常設展示「日本の前衛」の見どころ紹介(3)

ただいま開催中の常設展示「日本の前衛」の内容をご紹介するシリーズの第3弾。今回は60〜70年代以降の日本の現代美術界を彩った、さまざまな作家をご紹介いたします。


1960年代に入ると、現代美術の作家たちは平面や立体といったそれまでの美術表現に飽き足らなくなり、音や匂いを発する作品や既製品をそのまま利用した作品、廃物を利用した作品等を発表したり、さらには美術館を離れて街角でパフォーマンスを行うなど、新たな表現手段に果敢に取組むようになりました。前々回紹介した具体美術協会の作家たちや、前回紹介した篠原有司男も、そうした実験的な作品に挑んだ作家でした。今回ご紹介する「ハイレッド・センター」という前衛芸術グループもまた、東京の街角で数々の不穏なパフォーマンスを行って物議をかもすなど、精力的に活動したことで知られています。

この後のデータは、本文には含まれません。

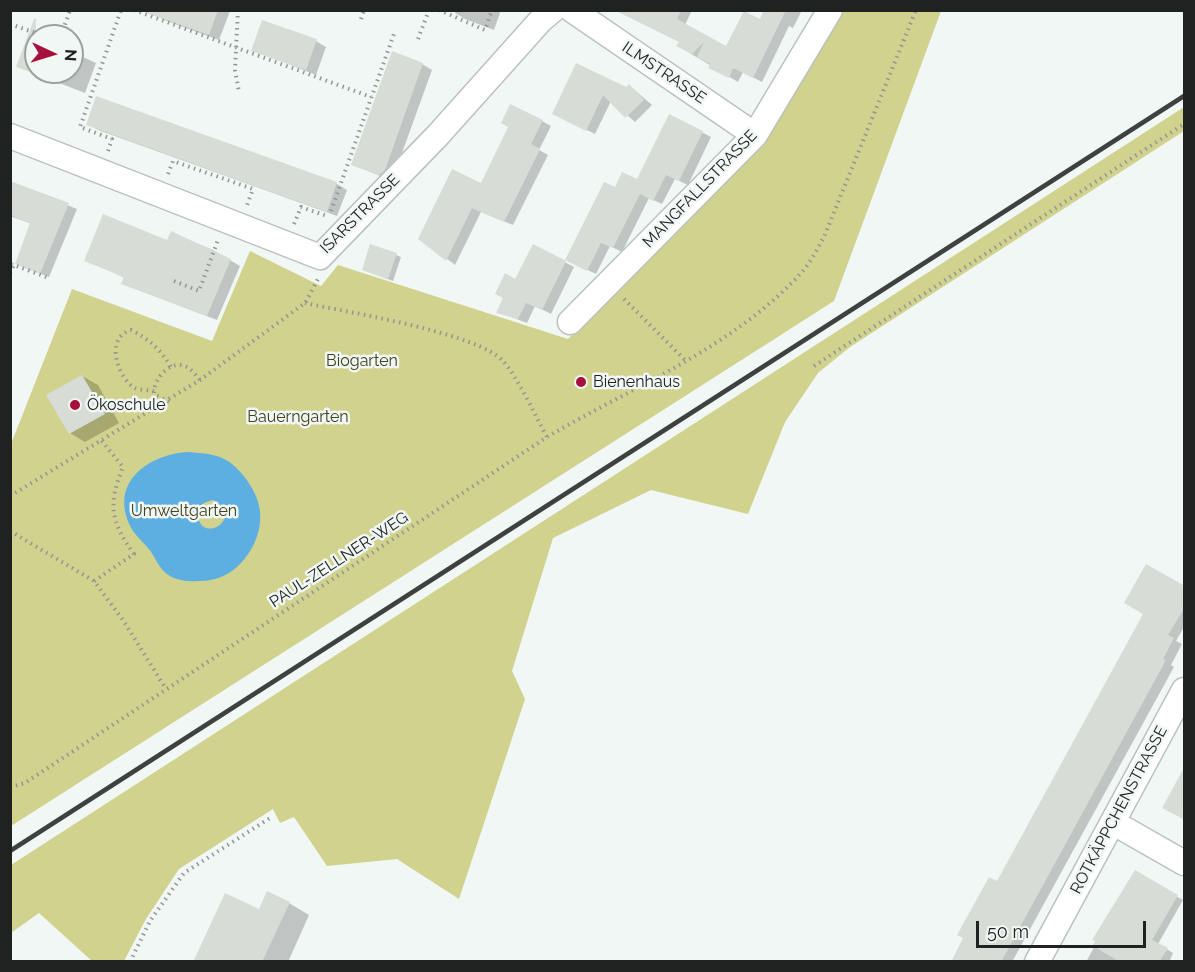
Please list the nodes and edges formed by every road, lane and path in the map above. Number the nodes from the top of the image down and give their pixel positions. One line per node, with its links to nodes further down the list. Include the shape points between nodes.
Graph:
1 (121, 10): 21 (path, via 80,126 112,139)
2 (134, 10): 15 (path)
3 (238, 10): 15 (path)
4 (364, 10): 12 (path)
5 (429, 10): 14 (path)
6 (439, 10): 7 (path, via 485,30)
7 (492, 10)
8 (553, 10): 24 (street, ISARSTRASSE, via 320,257)
9 (572, 10): 19 (street, ILMSTRASSE)
10 (830, 10): 19 (street, MANGFALLSTRASSE)
11 (916, 10): 30 (path, PAUL-ZELLNER-WEG, via 824,237 803,270 771,303)
12 (361, 19)
13 (395, 31): 17 (path)
14 (418, 39)
15 (235, 48): 16 (path); 17 (path)
16 (239, 92)
17 (371, 97): 24 (path, via 329,217 301,207)
18 (1185, 124): 31 (path)
19 (755, 135): 28 (street, MANGFALLSTRASSE)
20 (10, 136): 21 (street, ISARSTRASSE)
21 (101, 171): 22 (street, ISARSTRASSE)
22 (160, 194): 23 (street, ISARSTRASSE); 23 (path, via 173,161 253,189)
23 (233, 223): 24 (street, ISARSTRASSE); 27 (path, via 199,291)
24 (286, 244)
25 (10, 273): 26 (path, via 14,264)
26 (49, 278)
27 (174, 280)
28 (612, 281): 29 (street, MANGFALLSTRASSE); 30 (path, via 624,299)
29 (570, 322)
30 (687, 362): 36 (path, PAUL-ZELLNER-WEG)
31 (814, 366)
32 (171, 367): 33 (path, via 181,365); 34 (path, via 161,374); 34 (path, via 162,351 145,337 131,330 123,332 117,340 114,352 126,381 136,388)
33 (200, 380): 35 (path); 36 (path, via 305,303 404,324 480,346 503,360)
34 (154, 391): 35 (path)
35 (169, 402): 37 (path)
36 (547, 437): 41 (path, PAUL-ZELLNER-WEG)
37 (101, 440): 38 (path); 40 (path, via 123,467 112,502 113,517 134,554)
38 (10, 496)
39 (10, 531): 40 (path)
40 (94, 581): 41 (path)
41 (166, 689): 43 (path, PAUL-ZELLNER-WEG, via 25,783)
42 (1185, 690): 45 (street, ROTKÄPPCHENSTRASSE)
43 (10, 787)
44 (270, 818): 47 (path, via 184,873 150,921)
45 (1114, 823): 46 (street); 48 (street, ROTKÄPPCHENSTRASSE)
46 (1185, 863)
47 (130, 962)
48 (1037, 962)

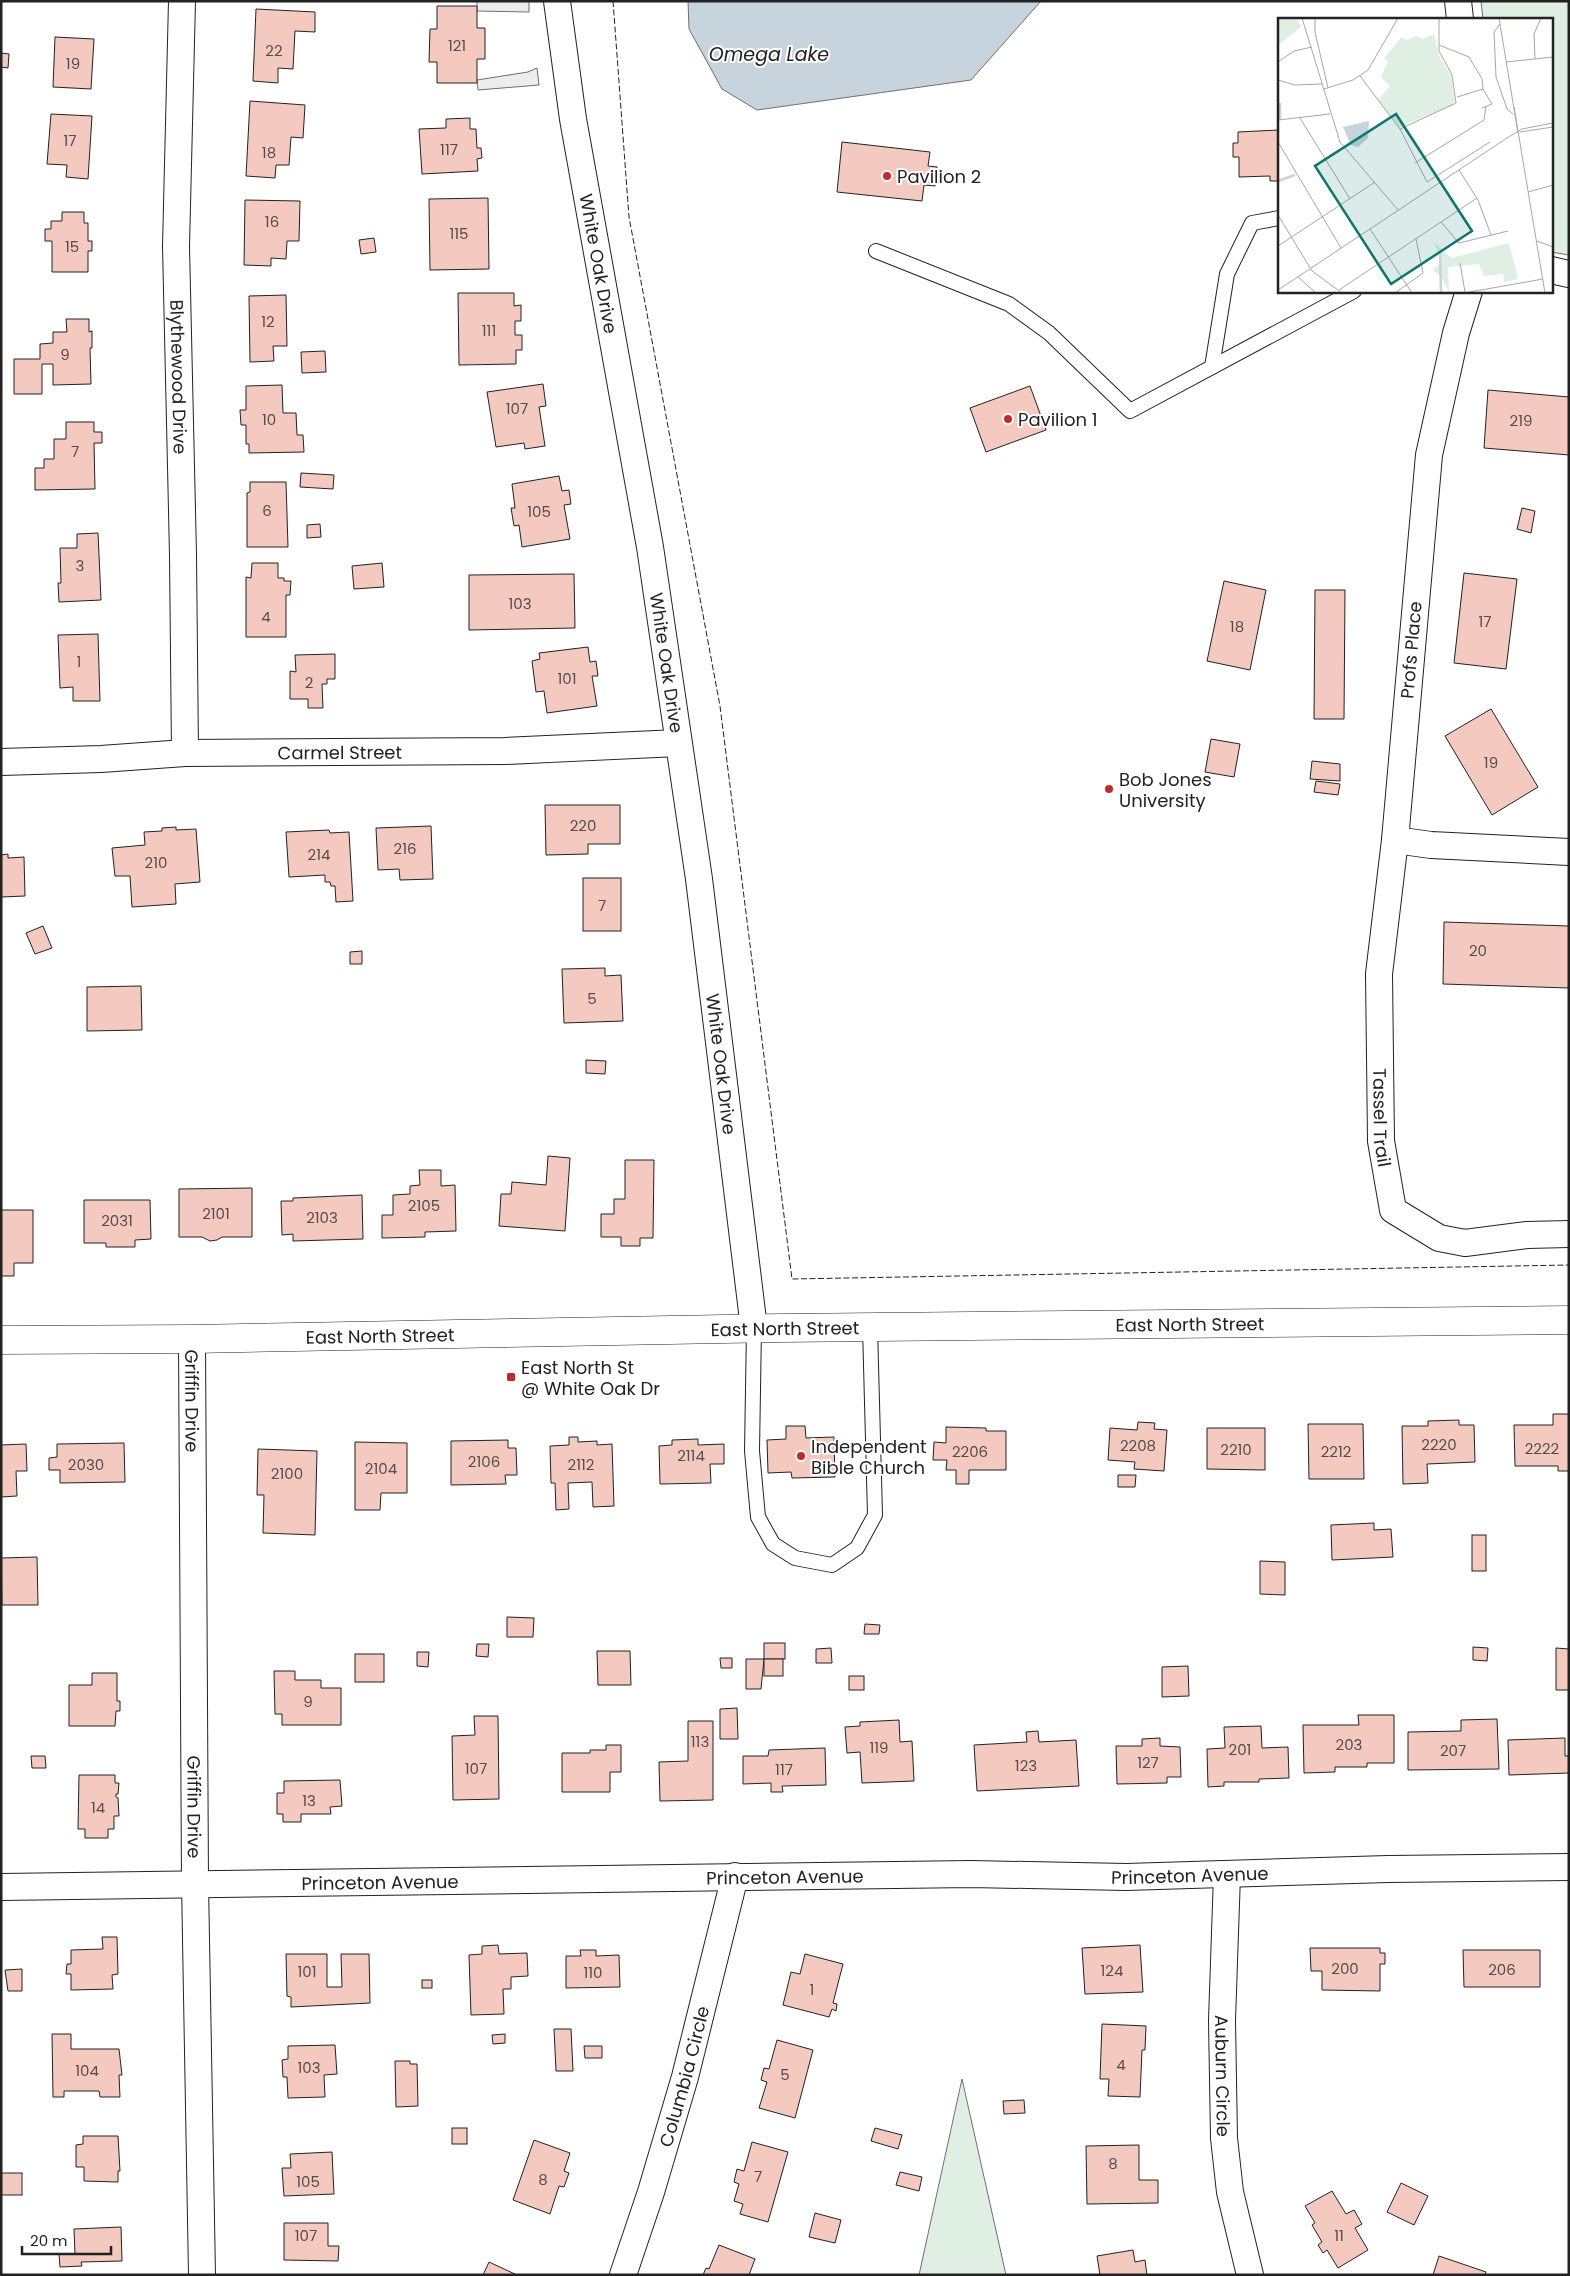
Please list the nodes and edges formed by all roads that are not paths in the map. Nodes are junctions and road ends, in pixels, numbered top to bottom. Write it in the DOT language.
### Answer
graph roads {
  1 [pos="182,1"];
  2 [pos="557,1"];
  3 [pos="1458,1"];
  4 [pos="1460,18"];
  5 [pos="1278,218"];
  6 [pos="876,252"];
  7 [pos="1552,270"];
  8 [pos="1569,274"];
  9 [pos="1352,292"];
  10 [pos="1469,292"];
  11 [pos="1212,368"];
  12 [pos="678,743"];
  13 [pos="184,753"];
  14 [pos="1,762"];
  15 [pos="1395,840"];
  16 [pos="1569,852"];
  17 [pos="1569,1234"];
  18 [pos="1569,1320"];
  19 [pos="870,1327"];
  20 [pos="754,1328"];
  21 [pos="192,1339"];
  22 [pos="1,1340"];
  23 [pos="1569,1867"];
  24 [pos="1227,1875"];
  25 [pos="735,1876"];
  26 [pos="195,1883"];
  27 [pos="1,1887"];
  28 [pos="202,2275"];
  29 [pos="623,2275"];
  30 [pos="1250,2275"];
  1 -- 13 [label="street, Blythewood Drive"];
  2 -- 12 [label="street, White Oak Drive"];
  3 -- 4 [label="street"];
  5 -- 11 [label="lane"];
  6 -- 11 [label="lane"];
  7 -- 8 [label="street"];
  9 -- 11 [label="lane"];
  10 -- 15 [label="street, Profs Place"];
  12 -- 13 [label="street, Carmel Street"];
  12 -- 20 [label="street, White Oak Drive"];
  13 -- 14 [label="street, Carmel Street"];
  15 -- 16 [label="street"];
  15 -- 17 [label="street, Tassel Trail"];
  18 -- 19 [label="main road, East North Street"];
  19 -- 20 [label="main road, East North Street"];
  19 -- 20 [label="lane"];
  20 -- 21 [label="main road, East North Street"];
  21 -- 22 [label="main road, East North Street"];
  21 -- 26 [label="street, Griffin Drive"];
  23 -- 24 [label="street, Princeton Avenue"];
  24 -- 25 [label="street, Princeton Avenue"];
  24 -- 30 [label="street, Auburn Circle"];
  25 -- 26 [label="street, Princeton Avenue"];
  25 -- 29 [label="street, Columbia Circle"];
  26 -- 27 [label="street, Princeton Avenue"];
  26 -- 28 [label="street, Griffin Drive"];
}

ハイレッド・センター」は高松次郎(たかまつ・じろう)、赤瀬川原平(あかせがわ・げんぺい)、中西夏之(なかにし・なつゆき)の3人の名字の最初の一字「高・赤・中」を英語読みしたものです。メンバーのひとり高松次郎ハイレッド・センターの活動の後も、遠近法を逆にした作品などコンセプチュアル・アート(概念芸術)色の強い「考えさせる」作品を発表していましたが、彼の名を不動にしたのは上の作品「影(母子)」をはじめとする、実体ではなくその影だけを画面に描く「影の絵画」のシリーズでした。そこにあるべきものが無い「不在」を表現したかのようなこのシリーズは、見る者に奇妙な不安と所在の無い焦燥感を与えます。現代における人間のあり方を皮肉に表現しているのかも知れませんね。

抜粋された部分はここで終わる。